ASSIGNMENT » Your response should consist of the data that follows, repeated in full without alteration.

DATASET EXTRACT »
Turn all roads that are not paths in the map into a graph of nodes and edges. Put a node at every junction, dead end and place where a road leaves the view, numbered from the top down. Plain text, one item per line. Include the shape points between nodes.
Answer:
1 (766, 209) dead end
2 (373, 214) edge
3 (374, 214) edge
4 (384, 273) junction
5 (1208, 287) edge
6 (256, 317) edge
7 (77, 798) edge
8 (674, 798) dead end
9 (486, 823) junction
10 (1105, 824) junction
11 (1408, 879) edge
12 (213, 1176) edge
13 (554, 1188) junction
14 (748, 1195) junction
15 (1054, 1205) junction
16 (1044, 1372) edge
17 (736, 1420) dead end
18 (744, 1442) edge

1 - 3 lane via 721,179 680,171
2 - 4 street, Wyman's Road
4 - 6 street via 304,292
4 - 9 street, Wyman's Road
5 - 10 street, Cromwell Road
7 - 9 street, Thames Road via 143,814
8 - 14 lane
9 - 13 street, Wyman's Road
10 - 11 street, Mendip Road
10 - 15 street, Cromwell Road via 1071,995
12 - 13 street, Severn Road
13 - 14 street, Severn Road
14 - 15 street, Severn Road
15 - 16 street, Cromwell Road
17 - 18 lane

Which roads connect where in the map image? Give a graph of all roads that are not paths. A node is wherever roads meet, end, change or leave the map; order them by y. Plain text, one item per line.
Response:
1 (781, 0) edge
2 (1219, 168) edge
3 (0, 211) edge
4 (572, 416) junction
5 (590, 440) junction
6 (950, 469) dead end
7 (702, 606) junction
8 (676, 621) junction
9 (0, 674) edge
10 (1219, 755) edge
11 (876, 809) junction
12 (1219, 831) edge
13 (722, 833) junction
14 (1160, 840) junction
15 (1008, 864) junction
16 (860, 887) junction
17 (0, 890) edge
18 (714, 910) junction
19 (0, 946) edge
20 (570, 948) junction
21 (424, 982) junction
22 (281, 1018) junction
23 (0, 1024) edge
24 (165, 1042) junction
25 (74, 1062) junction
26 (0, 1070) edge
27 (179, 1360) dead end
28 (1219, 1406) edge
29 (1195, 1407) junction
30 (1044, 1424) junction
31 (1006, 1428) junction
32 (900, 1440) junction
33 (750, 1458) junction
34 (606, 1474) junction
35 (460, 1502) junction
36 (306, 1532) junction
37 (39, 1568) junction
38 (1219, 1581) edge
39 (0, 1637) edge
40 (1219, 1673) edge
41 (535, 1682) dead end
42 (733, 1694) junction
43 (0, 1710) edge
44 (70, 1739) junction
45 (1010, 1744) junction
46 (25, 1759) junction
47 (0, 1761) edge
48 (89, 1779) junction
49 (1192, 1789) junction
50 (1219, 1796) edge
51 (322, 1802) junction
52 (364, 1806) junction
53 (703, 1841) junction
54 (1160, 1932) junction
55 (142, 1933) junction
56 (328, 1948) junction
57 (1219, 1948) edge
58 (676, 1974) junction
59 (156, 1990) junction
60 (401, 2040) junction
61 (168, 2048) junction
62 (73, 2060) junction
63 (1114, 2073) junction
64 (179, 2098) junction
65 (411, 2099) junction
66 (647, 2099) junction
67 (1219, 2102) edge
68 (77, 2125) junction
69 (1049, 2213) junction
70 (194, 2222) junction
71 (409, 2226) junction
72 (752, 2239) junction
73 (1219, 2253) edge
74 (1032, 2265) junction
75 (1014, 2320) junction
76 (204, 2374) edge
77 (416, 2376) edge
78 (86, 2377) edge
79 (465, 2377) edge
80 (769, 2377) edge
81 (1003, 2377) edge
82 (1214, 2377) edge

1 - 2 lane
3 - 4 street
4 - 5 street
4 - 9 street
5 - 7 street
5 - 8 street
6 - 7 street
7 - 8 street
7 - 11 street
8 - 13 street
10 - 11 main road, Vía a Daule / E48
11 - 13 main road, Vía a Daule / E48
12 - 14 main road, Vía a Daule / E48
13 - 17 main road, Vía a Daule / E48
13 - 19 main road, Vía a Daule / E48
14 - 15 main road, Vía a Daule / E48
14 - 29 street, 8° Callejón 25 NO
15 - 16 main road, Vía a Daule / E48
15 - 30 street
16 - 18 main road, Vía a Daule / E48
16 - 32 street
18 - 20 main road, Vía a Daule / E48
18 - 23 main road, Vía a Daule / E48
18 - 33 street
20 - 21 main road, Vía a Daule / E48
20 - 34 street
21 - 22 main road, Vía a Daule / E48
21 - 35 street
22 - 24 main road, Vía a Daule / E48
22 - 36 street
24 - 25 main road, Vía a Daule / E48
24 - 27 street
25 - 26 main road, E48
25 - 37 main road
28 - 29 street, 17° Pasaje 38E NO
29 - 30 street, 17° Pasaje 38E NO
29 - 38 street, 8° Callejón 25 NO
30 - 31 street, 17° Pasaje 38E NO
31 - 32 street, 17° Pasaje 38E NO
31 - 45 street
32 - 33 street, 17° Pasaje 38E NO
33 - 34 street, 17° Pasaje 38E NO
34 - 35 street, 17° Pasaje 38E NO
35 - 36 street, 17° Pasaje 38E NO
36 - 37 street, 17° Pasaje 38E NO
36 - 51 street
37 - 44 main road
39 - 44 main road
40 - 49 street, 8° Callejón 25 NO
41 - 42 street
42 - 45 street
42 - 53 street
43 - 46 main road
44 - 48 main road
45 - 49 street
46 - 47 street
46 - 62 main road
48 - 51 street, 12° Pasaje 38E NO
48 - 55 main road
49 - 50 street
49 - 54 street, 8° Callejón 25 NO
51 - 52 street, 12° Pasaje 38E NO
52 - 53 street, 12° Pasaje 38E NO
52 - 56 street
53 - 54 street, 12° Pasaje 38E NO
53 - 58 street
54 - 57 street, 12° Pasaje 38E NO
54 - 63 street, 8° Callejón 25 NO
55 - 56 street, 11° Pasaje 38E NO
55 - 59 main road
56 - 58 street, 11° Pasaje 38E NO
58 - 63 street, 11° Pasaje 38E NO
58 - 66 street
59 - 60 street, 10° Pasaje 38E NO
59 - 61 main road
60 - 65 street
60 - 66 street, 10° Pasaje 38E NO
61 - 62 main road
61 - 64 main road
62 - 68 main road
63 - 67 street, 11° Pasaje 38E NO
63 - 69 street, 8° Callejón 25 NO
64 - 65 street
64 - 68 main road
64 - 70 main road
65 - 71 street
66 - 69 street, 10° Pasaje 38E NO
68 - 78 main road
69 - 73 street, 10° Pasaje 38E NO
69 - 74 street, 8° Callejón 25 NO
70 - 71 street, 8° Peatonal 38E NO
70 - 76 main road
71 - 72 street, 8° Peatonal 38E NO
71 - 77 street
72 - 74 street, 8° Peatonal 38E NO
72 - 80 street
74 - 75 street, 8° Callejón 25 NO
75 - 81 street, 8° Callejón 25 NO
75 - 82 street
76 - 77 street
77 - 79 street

ANSWER TO THIS PROBLEM »
Turn all roads that are not paths in the map into a graph of nodes and edges. Put a node at every junction, dead end and place where a road leaves the view, numbered from the top down. Plain text, one item per line. Include the shape points between nodes.
Answer:
1 (766, 209) dead end
2 (373, 214) edge
3 (374, 214) edge
4 (384, 273) junction
5 (1208, 287) edge
6 (256, 317) edge
7 (77, 798) edge
8 (674, 798) dead end
9 (486, 823) junction
10 (1105, 824) junction
11 (1408, 879) edge
12 (213, 1176) edge
13 (554, 1188) junction
14 (748, 1195) junction
15 (1054, 1205) junction
16 (1044, 1372) edge
17 (736, 1420) dead end
18 (744, 1442) edge

1 - 3 lane via 721,179 680,171
2 - 4 street, Wyman's Road
4 - 6 street via 304,292
4 - 9 street, Wyman's Road
5 - 10 street, Cromwell Road
7 - 9 street, Thames Road via 143,814
8 - 14 lane
9 - 13 street, Wyman's Road
10 - 11 street, Mendip Road
10 - 15 street, Cromwell Road via 1071,995
12 - 13 street, Severn Road
13 - 14 street, Severn Road
14 - 15 street, Severn Road
15 - 16 street, Cromwell Road
17 - 18 lane

Which roads connect where in the map image? Give a graph of all roads that are not paths. A node is wherever roads meet, end, change or leave the map; order them by y. Plain text, one item per line.
Response:
1 (781, 0) edge
2 (1219, 168) edge
3 (0, 211) edge
4 (572, 416) junction
5 (590, 440) junction
6 (950, 469) dead end
7 (702, 606) junction
8 (676, 621) junction
9 (0, 674) edge
10 (1219, 755) edge
11 (876, 809) junction
12 (1219, 831) edge
13 (722, 833) junction
14 (1160, 840) junction
15 (1008, 864) junction
16 (860, 887) junction
17 (0, 890) edge
18 (714, 910) junction
19 (0, 946) edge
20 (570, 948) junction
21 (424, 982) junction
22 (281, 1018) junction
23 (0, 1024) edge
24 (165, 1042) junction
25 (74, 1062) junction
26 (0, 1070) edge
27 (179, 1360) dead end
28 (1219, 1406) edge
29 (1195, 1407) junction
30 (1044, 1424) junction
31 (1006, 1428) junction
32 (900, 1440) junction
33 (750, 1458) junction
34 (606, 1474) junction
35 (460, 1502) junction
36 (306, 1532) junction
37 (39, 1568) junction
38 (1219, 1581) edge
39 (0, 1637) edge
40 (1219, 1673) edge
41 (535, 1682) dead end
42 (733, 1694) junction
43 (0, 1710) edge
44 (70, 1739) junction
45 (1010, 1744) junction
46 (25, 1759) junction
47 (0, 1761) edge
48 (89, 1779) junction
49 (1192, 1789) junction
50 (1219, 1796) edge
51 (322, 1802) junction
52 (364, 1806) junction
53 (703, 1841) junction
54 (1160, 1932) junction
55 (142, 1933) junction
56 (328, 1948) junction
57 (1219, 1948) edge
58 (676, 1974) junction
59 (156, 1990) junction
60 (401, 2040) junction
61 (168, 2048) junction
62 (73, 2060) junction
63 (1114, 2073) junction
64 (179, 2098) junction
65 (411, 2099) junction
66 (647, 2099) junction
67 (1219, 2102) edge
68 (77, 2125) junction
69 (1049, 2213) junction
70 (194, 2222) junction
71 (409, 2226) junction
72 (752, 2239) junction
73 (1219, 2253) edge
74 (1032, 2265) junction
75 (1014, 2320) junction
76 (204, 2374) edge
77 (416, 2376) edge
78 (86, 2377) edge
79 (465, 2377) edge
80 (769, 2377) edge
81 (1003, 2377) edge
82 (1214, 2377) edge

1 - 2 lane
3 - 4 street
4 - 5 street
4 - 9 street
5 - 7 street
5 - 8 street
6 - 7 street
7 - 8 street
7 - 11 street
8 - 13 street
10 - 11 main road, Vía a Daule / E48
11 - 13 main road, Vía a Daule / E48
12 - 14 main road, Vía a Daule / E48
13 - 17 main road, Vía a Daule / E48
13 - 19 main road, Vía a Daule / E48
14 - 15 main road, Vía a Daule / E48
14 - 29 street, 8° Callejón 25 NO
15 - 16 main road, Vía a Daule / E48
15 - 30 street
16 - 18 main road, Vía a Daule / E48
16 - 32 street
18 - 20 main road, Vía a Daule / E48
18 - 23 main road, Vía a Daule / E48
18 - 33 street
20 - 21 main road, Vía a Daule / E48
20 - 34 street
21 - 22 main road, Vía a Daule / E48
21 - 35 street
22 - 24 main road, Vía a Daule / E48
22 - 36 street
24 - 25 main road, Vía a Daule / E48
24 - 27 street
25 - 26 main road, E48
25 - 37 main road
28 - 29 street, 17° Pasaje 38E NO
29 - 30 street, 17° Pasaje 38E NO
29 - 38 street, 8° Callejón 25 NO
30 - 31 street, 17° Pasaje 38E NO
31 - 32 street, 17° Pasaje 38E NO
31 - 45 street
32 - 33 street, 17° Pasaje 38E NO
33 - 34 street, 17° Pasaje 38E NO
34 - 35 street, 17° Pasaje 38E NO
35 - 36 street, 17° Pasaje 38E NO
36 - 37 street, 17° Pasaje 38E NO
36 - 51 street
37 - 44 main road
39 - 44 main road
40 - 49 street, 8° Callejón 25 NO
41 - 42 street
42 - 45 street
42 - 53 street
43 - 46 main road
44 - 48 main road
45 - 49 street
46 - 47 street
46 - 62 main road
48 - 51 street, 12° Pasaje 38E NO
48 - 55 main road
49 - 50 street
49 - 54 street, 8° Callejón 25 NO
51 - 52 street, 12° Pasaje 38E NO
52 - 53 street, 12° Pasaje 38E NO
52 - 56 street
53 - 54 street, 12° Pasaje 38E NO
53 - 58 street
54 - 57 street, 12° Pasaje 38E NO
54 - 63 street, 8° Callejón 25 NO
55 - 56 street, 11° Pasaje 38E NO
55 - 59 main road
56 - 58 street, 11° Pasaje 38E NO
58 - 63 street, 11° Pasaje 38E NO
58 - 66 street
59 - 60 street, 10° Pasaje 38E NO
59 - 61 main road
60 - 65 street
60 - 66 street, 10° Pasaje 38E NO
61 - 62 main road
61 - 64 main road
62 - 68 main road
63 - 67 street, 11° Pasaje 38E NO
63 - 69 street, 8° Callejón 25 NO
64 - 65 street
64 - 68 main road
64 - 70 main road
65 - 71 street
66 - 69 street, 10° Pasaje 38E NO
68 - 78 main road
69 - 73 street, 10° Pasaje 38E NO
69 - 74 street, 8° Callejón 25 NO
70 - 71 street, 8° Peatonal 38E NO
70 - 76 main road
71 - 72 street, 8° Peatonal 38E NO
71 - 77 street
72 - 74 street, 8° Peatonal 38E NO
72 - 80 street
74 - 75 street, 8° Callejón 25 NO
75 - 81 street, 8° Callejón 25 NO
75 - 82 street
76 - 77 street
77 - 79 street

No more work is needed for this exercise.